How to complete this task: Return every line of the records below verbatim, with no pictures in the copy.

(Data items)
##########

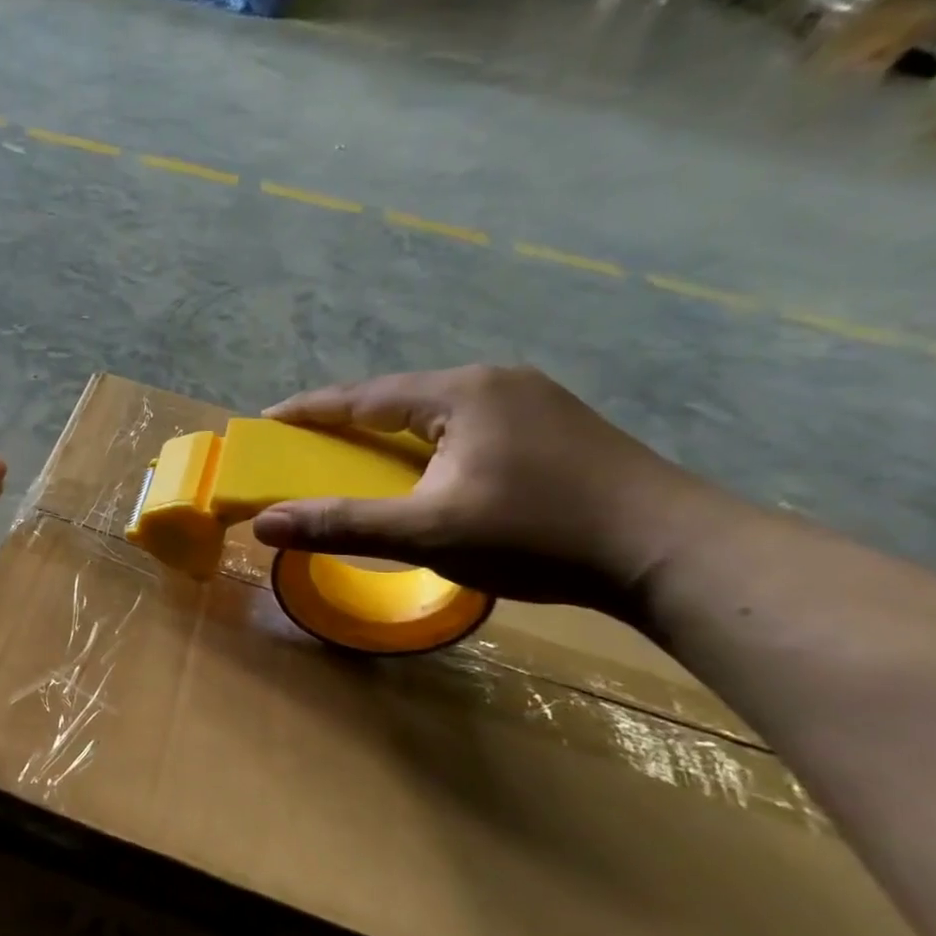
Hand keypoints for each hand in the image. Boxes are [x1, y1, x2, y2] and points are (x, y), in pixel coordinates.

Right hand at [250, 366, 722, 613]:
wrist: (672, 553)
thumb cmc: (538, 535)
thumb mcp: (427, 533)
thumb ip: (341, 524)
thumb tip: (263, 525)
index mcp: (461, 393)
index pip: (364, 395)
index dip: (311, 410)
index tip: (268, 420)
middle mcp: (495, 382)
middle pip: (399, 398)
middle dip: (348, 420)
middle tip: (308, 443)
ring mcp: (531, 402)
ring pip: (435, 412)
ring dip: (390, 433)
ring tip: (359, 456)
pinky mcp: (554, 428)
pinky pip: (466, 426)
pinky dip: (427, 445)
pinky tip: (426, 469)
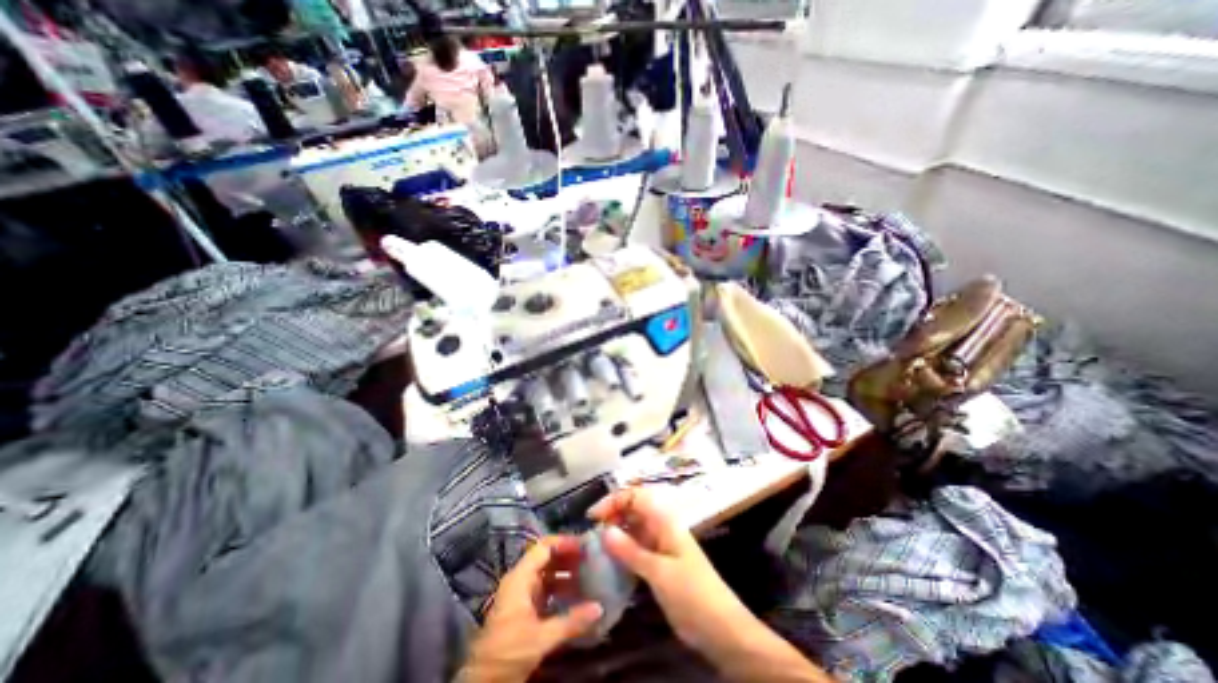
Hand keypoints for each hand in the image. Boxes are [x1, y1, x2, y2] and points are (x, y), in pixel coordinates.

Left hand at [456, 535, 602, 679]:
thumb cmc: (508, 652)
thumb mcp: (541, 638)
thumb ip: (571, 622)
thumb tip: (599, 607)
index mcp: (520, 578)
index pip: (544, 547)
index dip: (564, 543)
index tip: (585, 545)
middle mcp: (521, 580)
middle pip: (547, 558)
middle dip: (569, 557)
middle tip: (591, 558)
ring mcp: (522, 594)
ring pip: (548, 574)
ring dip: (567, 574)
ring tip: (589, 575)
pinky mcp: (525, 608)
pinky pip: (546, 590)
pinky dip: (561, 589)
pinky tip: (578, 595)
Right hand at [588, 492, 753, 651]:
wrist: (721, 629)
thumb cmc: (693, 594)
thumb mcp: (659, 572)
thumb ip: (631, 551)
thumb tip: (604, 531)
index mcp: (664, 520)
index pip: (635, 496)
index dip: (613, 501)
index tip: (593, 518)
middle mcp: (661, 527)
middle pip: (633, 510)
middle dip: (612, 515)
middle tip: (591, 533)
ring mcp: (660, 545)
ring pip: (633, 529)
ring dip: (615, 534)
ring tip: (595, 548)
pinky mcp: (659, 563)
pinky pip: (636, 548)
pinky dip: (622, 551)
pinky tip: (609, 563)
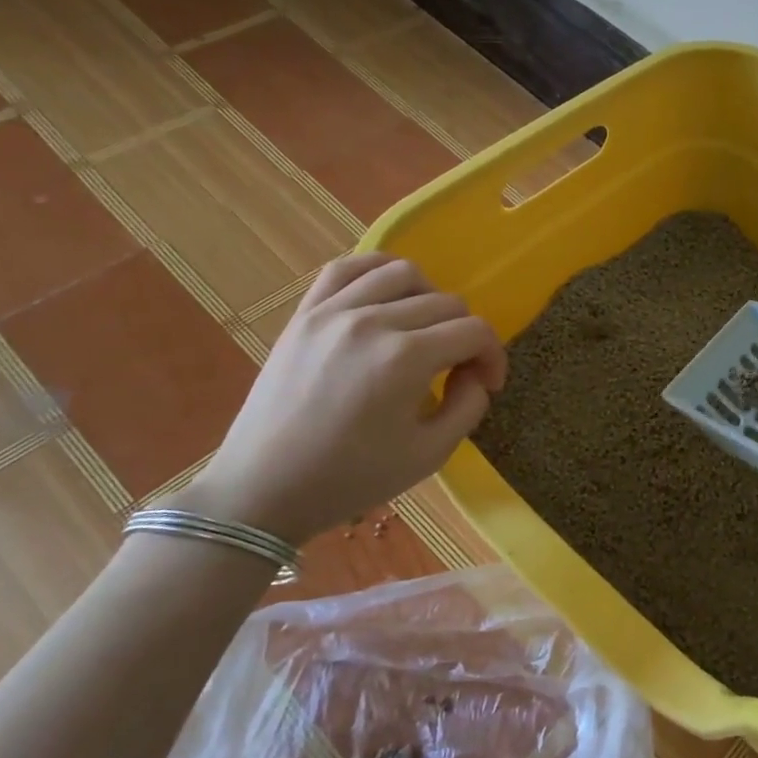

##########

Final answer:
Hand keypoints for each hand in the image. Boxes are [x1, y1, x2, y2] and points are (x, y), in pixel coordinates.

Right hand at [250, 366, 722, 613]:
wrist: (672, 553)
thumb cmc: (538, 535)
thumb mcp: (427, 533)
thumb ip: (341, 524)
thumb tip: (263, 525)
index mcp: (461, 393)
index pip: (364, 395)
index dip: (311, 410)
index tip: (268, 420)
middle mcp: (495, 382)
middle pip: (399, 398)
middle dip: (348, 420)
middle tip: (308, 443)
ring mcp: (531, 402)
ring pip: (435, 412)
ring dip: (390, 433)
ring tip: (359, 456)
pinky mcp: (554, 428)
pinky pip: (466, 426)
pinky dip: (427, 445)
pinky tip: (426, 469)
Hand keypoints for each hand in the image. Boxes are [x1, y1, x2, y2] and points are (x, y), in pixel coordinates.

Left hand at [456, 535, 602, 679]:
thumb cmc: (508, 652)
thumb mcp: (541, 638)
thumb ip: (571, 622)
thumb tip: (599, 607)
index mcp: (520, 578)
index pip: (544, 547)
index dip: (564, 543)
index tip: (585, 545)
middle mcp: (521, 580)
middle pip: (547, 558)
middle dip: (569, 557)
middle tip: (591, 558)
ring mcp: (522, 594)
ring pip: (548, 574)
ring dip: (567, 574)
ring tip: (589, 575)
pinky mcp: (525, 608)
pinky pip: (546, 590)
pinky dip: (561, 589)
pinky tip: (578, 595)
Right hand at [588, 492, 753, 651]:
wrist: (721, 629)
thumb cmc: (693, 594)
thumb mcp: (659, 572)
thumb ip: (631, 551)
thumb tip: (604, 531)
index mcp: (664, 520)
index pip: (635, 496)
index dip: (613, 501)
index tip: (593, 518)
middle mcp: (661, 527)
middle pip: (633, 510)
middle dip: (612, 515)
middle tip: (591, 533)
ring mcp: (660, 545)
ring pip: (633, 529)
ring dip: (615, 534)
ring tip: (595, 548)
pinky mcp: (659, 563)
pinky pip: (636, 548)
pinky dip: (622, 551)
pinky tip: (609, 563)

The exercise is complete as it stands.